== What you have to do ==
Reading through the lines below, count those that include the string "Right"; the answer is that number and nothing else.

[Human pose keypoint data]
◆ ◆ ◆
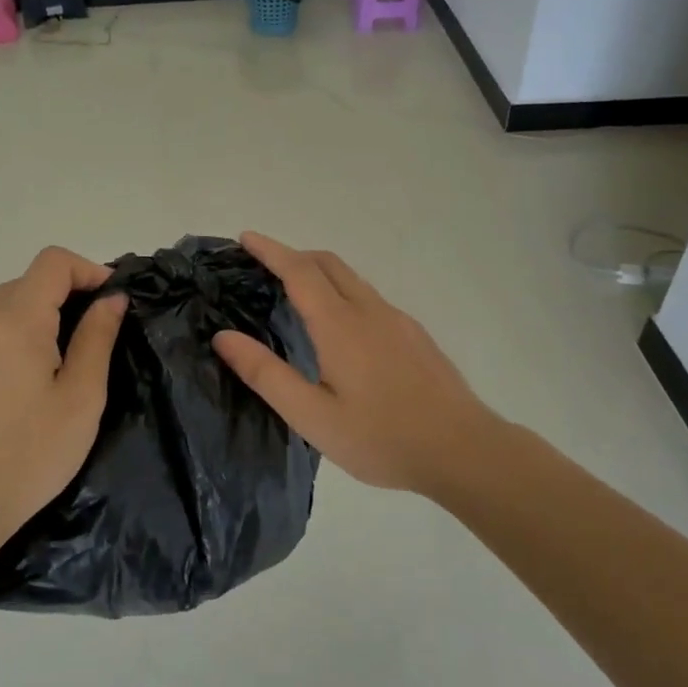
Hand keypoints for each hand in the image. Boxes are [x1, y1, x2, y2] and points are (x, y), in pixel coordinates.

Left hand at [0, 246, 126, 548]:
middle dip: (70, 289)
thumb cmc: (34, 451)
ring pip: (10, 300)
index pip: (53, 263)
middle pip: (30, 278)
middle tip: (101, 326)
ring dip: (46, 308)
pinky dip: (24, 327)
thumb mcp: (82, 395)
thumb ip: (97, 337)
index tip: (115, 301)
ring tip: (74, 347)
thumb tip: (112, 298)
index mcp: (17, 322)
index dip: (89, 270)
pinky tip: (39, 368)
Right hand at [211, 232, 506, 496]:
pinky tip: (343, 330)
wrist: (463, 449)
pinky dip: (344, 293)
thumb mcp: (312, 416)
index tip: (246, 237)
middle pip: (328, 264)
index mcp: (340, 325)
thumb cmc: (381, 437)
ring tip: (298, 295)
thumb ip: (266, 374)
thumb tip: (224, 337)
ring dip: (321, 273)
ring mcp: (398, 320)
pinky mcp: (415, 335)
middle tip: (265, 266)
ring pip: (353, 280)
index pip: (299, 271)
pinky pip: (370, 298)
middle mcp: (370, 311)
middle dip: (294, 255)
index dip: (271, 250)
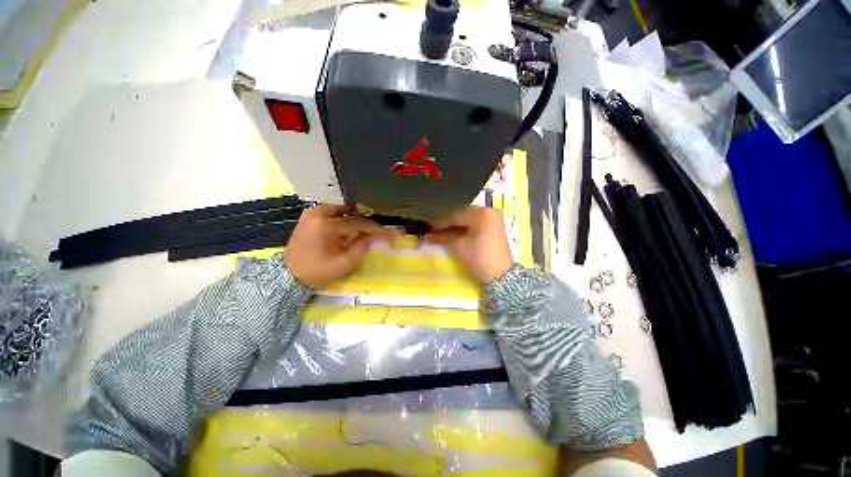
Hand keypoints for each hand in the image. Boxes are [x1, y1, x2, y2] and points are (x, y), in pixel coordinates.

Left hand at [284, 205, 392, 288]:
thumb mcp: (344, 264)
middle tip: (379, 229)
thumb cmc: (317, 271)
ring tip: (366, 228)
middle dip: (367, 221)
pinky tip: (351, 226)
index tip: (390, 232)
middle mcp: (319, 213)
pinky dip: (344, 217)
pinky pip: (333, 212)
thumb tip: (372, 236)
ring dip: (356, 218)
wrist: (288, 275)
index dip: (376, 228)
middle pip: (352, 213)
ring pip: (343, 210)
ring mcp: (313, 213)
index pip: (359, 223)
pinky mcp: (309, 216)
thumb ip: (361, 247)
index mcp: (327, 225)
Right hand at [425, 207, 512, 283]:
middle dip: (448, 224)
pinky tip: (455, 234)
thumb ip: (443, 237)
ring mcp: (494, 218)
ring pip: (469, 220)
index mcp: (482, 213)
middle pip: (462, 216)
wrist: (501, 275)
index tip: (428, 227)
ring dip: (456, 226)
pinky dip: (466, 229)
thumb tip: (428, 235)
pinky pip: (477, 224)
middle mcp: (490, 211)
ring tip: (442, 233)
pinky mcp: (496, 227)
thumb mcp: (458, 246)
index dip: (440, 223)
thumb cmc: (479, 258)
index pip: (456, 216)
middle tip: (434, 231)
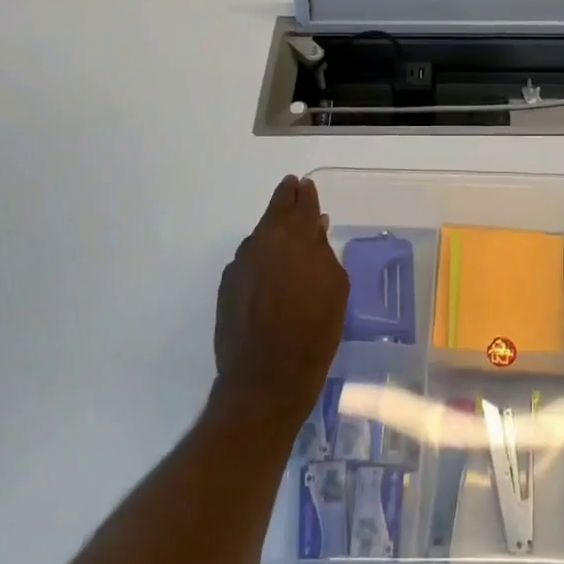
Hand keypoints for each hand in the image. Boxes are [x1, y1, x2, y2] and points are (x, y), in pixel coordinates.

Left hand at [214, 176, 347, 426]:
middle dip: (285, 199)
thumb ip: (324, 253)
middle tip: (292, 187)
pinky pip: (249, 259)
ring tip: (284, 230)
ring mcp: (241, 264)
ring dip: (272, 228)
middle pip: (275, 211)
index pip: (302, 206)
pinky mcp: (227, 286)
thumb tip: (315, 230)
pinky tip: (270, 266)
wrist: (265, 379)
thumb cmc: (314, 332)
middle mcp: (264, 243)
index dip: (306, 195)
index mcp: (295, 239)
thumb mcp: (335, 289)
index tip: (306, 185)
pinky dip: (261, 254)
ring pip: (260, 235)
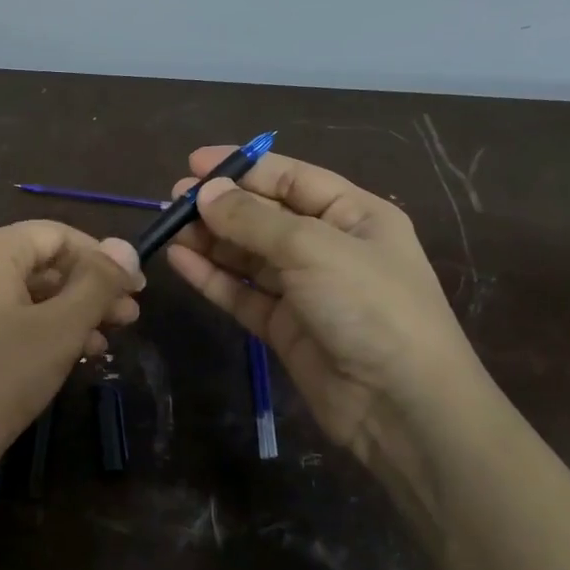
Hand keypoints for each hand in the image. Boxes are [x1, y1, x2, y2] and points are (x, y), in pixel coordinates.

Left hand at [0, 221, 142, 506]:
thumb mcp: (58, 330)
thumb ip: (97, 284)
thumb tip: (126, 246)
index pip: (55, 234)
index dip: (101, 258)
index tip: (136, 290)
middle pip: (37, 262)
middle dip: (87, 288)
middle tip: (127, 320)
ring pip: (18, 293)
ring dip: (65, 312)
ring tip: (102, 344)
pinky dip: (33, 329)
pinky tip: (61, 358)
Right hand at [166, 147, 484, 471]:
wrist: (401, 405)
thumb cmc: (369, 306)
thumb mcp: (313, 248)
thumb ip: (254, 219)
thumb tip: (206, 192)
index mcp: (354, 215)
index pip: (292, 178)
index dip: (244, 168)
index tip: (194, 164)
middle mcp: (330, 247)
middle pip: (266, 216)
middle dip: (221, 205)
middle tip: (174, 199)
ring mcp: (306, 289)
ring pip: (249, 255)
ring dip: (211, 240)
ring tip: (168, 228)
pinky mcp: (284, 327)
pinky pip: (242, 293)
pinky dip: (212, 277)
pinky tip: (180, 261)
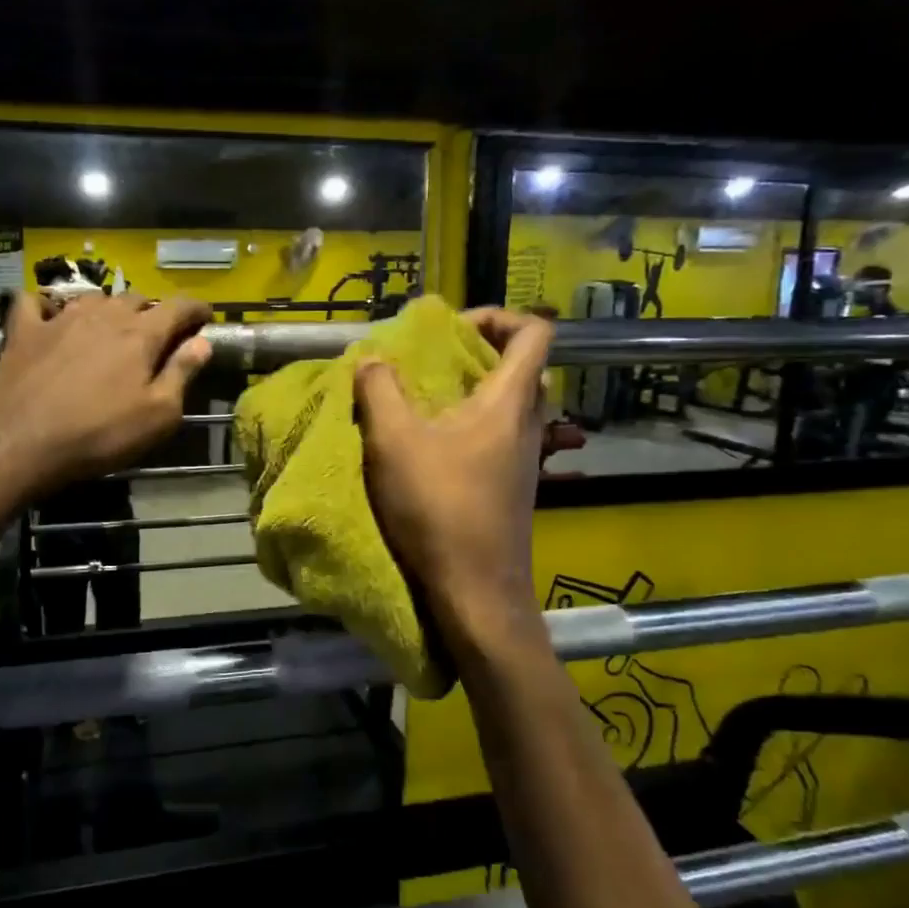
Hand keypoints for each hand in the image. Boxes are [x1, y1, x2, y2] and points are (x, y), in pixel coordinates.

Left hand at [0, 291, 212, 500]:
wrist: (17, 441)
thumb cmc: (98, 434)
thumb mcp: (157, 415)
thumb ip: (182, 373)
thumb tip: (203, 342)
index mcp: (140, 334)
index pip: (177, 307)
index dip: (196, 309)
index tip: (206, 316)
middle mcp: (103, 315)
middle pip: (136, 299)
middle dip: (153, 311)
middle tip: (158, 334)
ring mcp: (59, 319)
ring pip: (93, 298)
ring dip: (108, 309)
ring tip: (111, 327)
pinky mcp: (23, 331)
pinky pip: (35, 303)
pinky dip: (47, 305)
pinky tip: (49, 317)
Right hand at [355, 308, 552, 633]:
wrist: (476, 591)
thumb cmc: (439, 508)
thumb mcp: (393, 442)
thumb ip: (379, 391)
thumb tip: (373, 360)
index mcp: (509, 402)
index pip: (535, 333)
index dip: (499, 316)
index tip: (453, 328)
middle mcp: (528, 425)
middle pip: (521, 368)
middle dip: (478, 353)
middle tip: (433, 361)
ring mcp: (524, 460)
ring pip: (510, 406)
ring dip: (472, 393)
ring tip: (424, 402)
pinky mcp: (512, 488)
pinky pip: (499, 437)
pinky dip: (471, 426)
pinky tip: (432, 448)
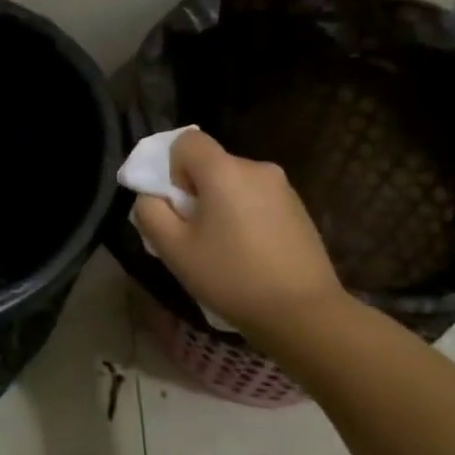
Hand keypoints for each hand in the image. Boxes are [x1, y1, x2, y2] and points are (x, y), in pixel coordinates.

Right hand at [131, 130, 344, 332]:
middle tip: (196, 236)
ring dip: (221, 206)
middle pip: (211, 165)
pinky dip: (245, 217)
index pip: (186, 141)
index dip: (172, 168)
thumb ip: (150, 213)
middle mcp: (256, 168)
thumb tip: (151, 197)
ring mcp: (283, 188)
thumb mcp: (173, 250)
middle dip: (196, 192)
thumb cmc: (231, 277)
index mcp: (225, 171)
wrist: (304, 313)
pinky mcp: (299, 209)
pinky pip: (257, 200)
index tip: (180, 206)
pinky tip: (251, 255)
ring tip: (224, 250)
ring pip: (234, 184)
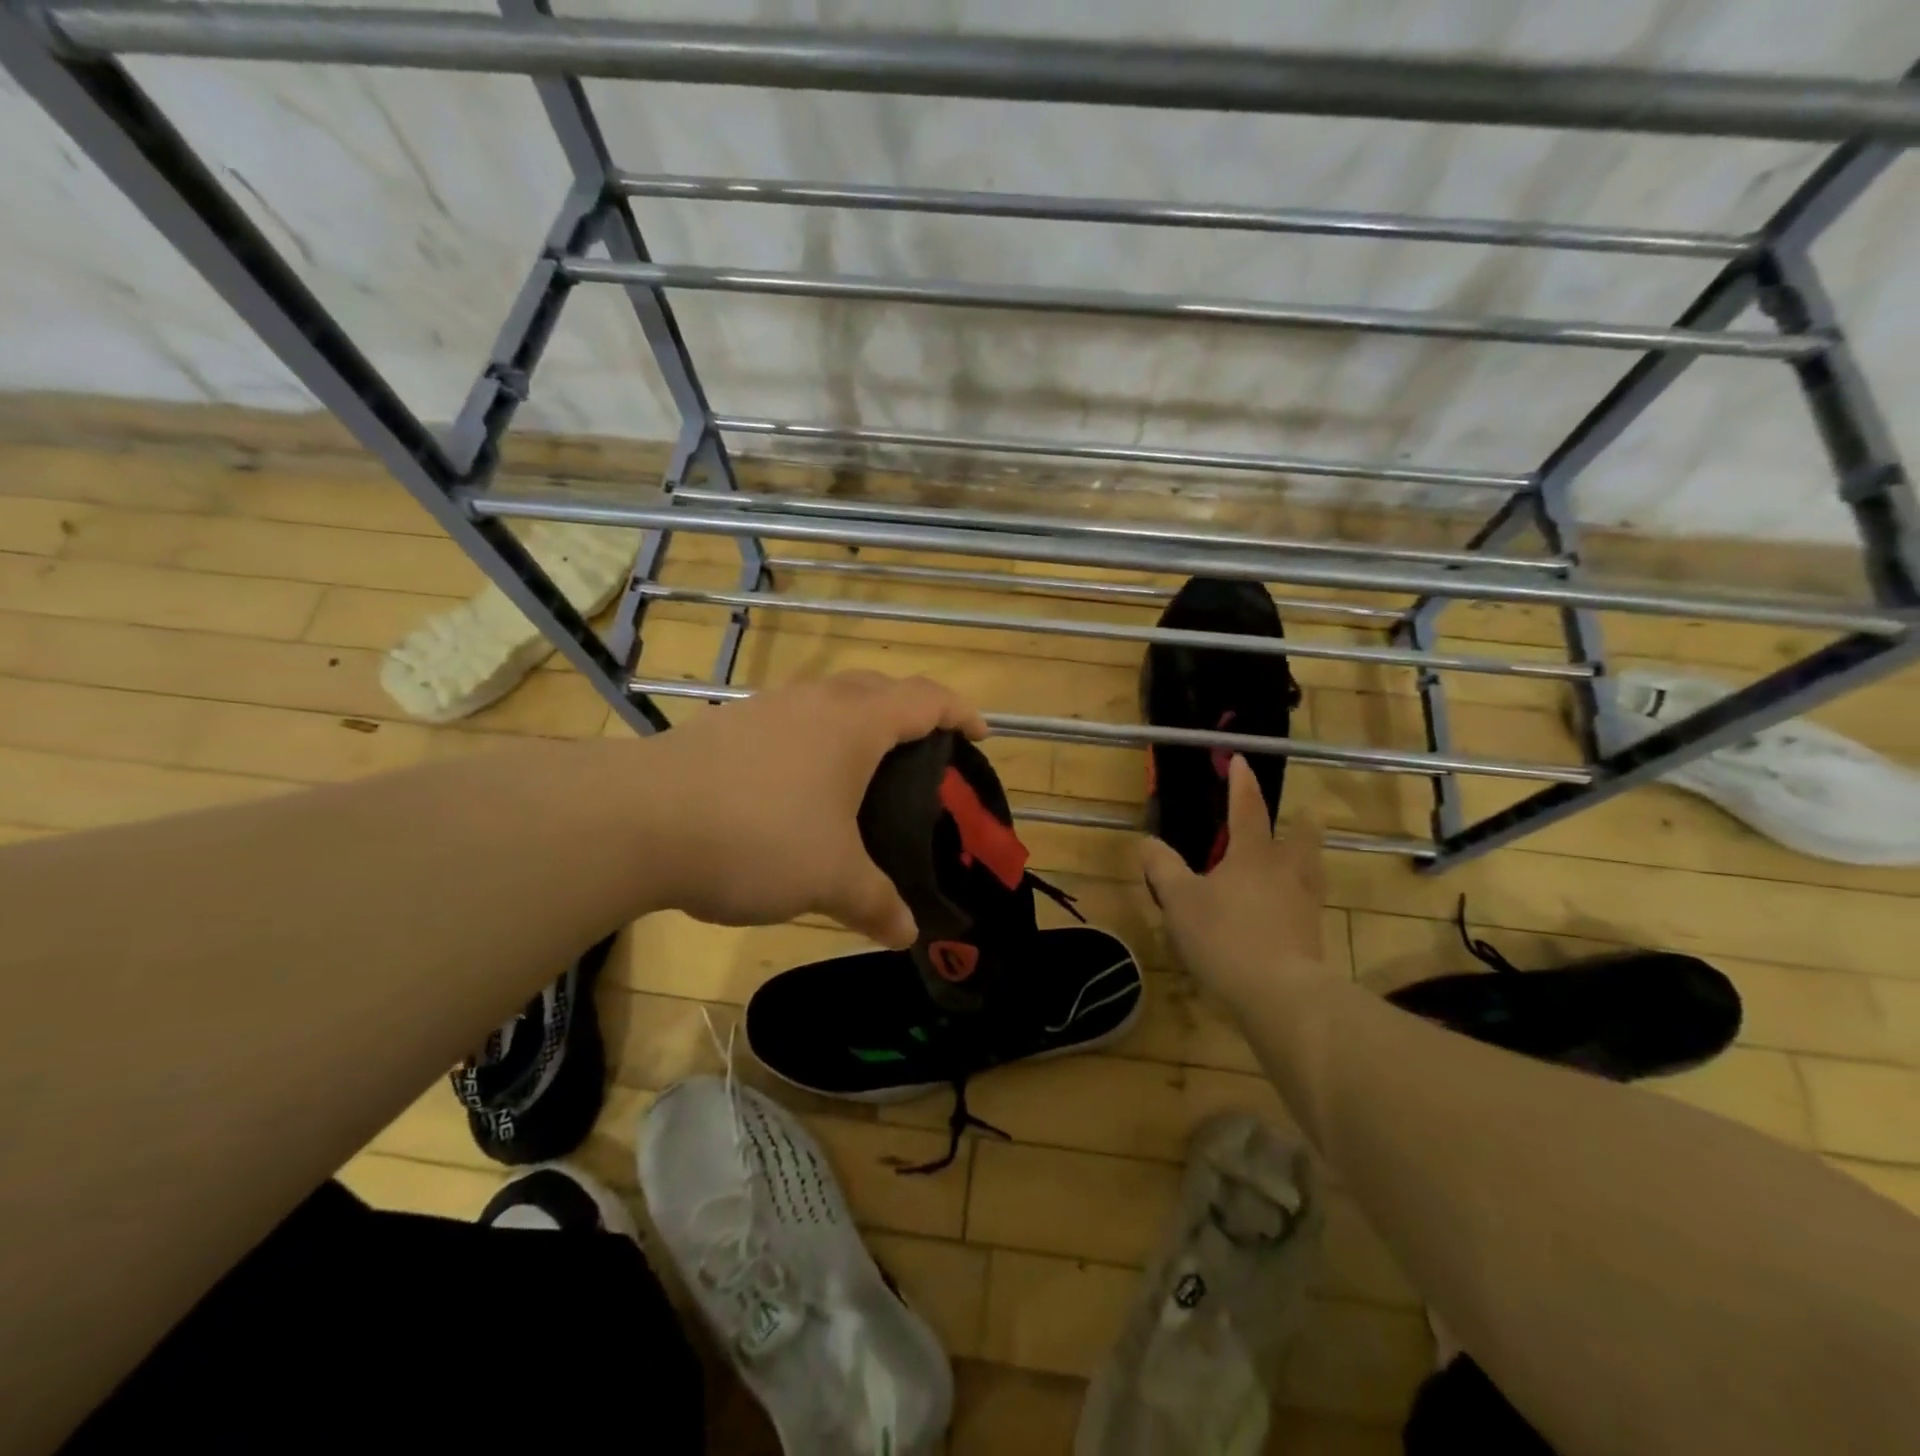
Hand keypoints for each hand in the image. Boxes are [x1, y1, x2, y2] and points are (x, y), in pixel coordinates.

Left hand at [637, 672, 987, 945]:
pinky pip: (789, 722)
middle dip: (910, 712)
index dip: (961, 713)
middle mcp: (814, 702)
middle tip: (924, 755)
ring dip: (856, 724)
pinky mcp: (726, 726)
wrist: (636, 820)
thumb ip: (876, 904)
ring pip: (828, 701)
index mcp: (855, 724)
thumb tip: (906, 934)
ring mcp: (765, 708)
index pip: (925, 699)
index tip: (980, 735)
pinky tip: (796, 789)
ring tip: (862, 773)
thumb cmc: (757, 837)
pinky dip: (812, 742)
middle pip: (878, 688)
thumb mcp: (830, 880)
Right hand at [1140, 755, 1330, 1011]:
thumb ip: (1163, 868)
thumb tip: (1148, 842)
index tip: (1241, 760)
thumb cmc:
◆ ◆ ◆
== Completed exercise ==
6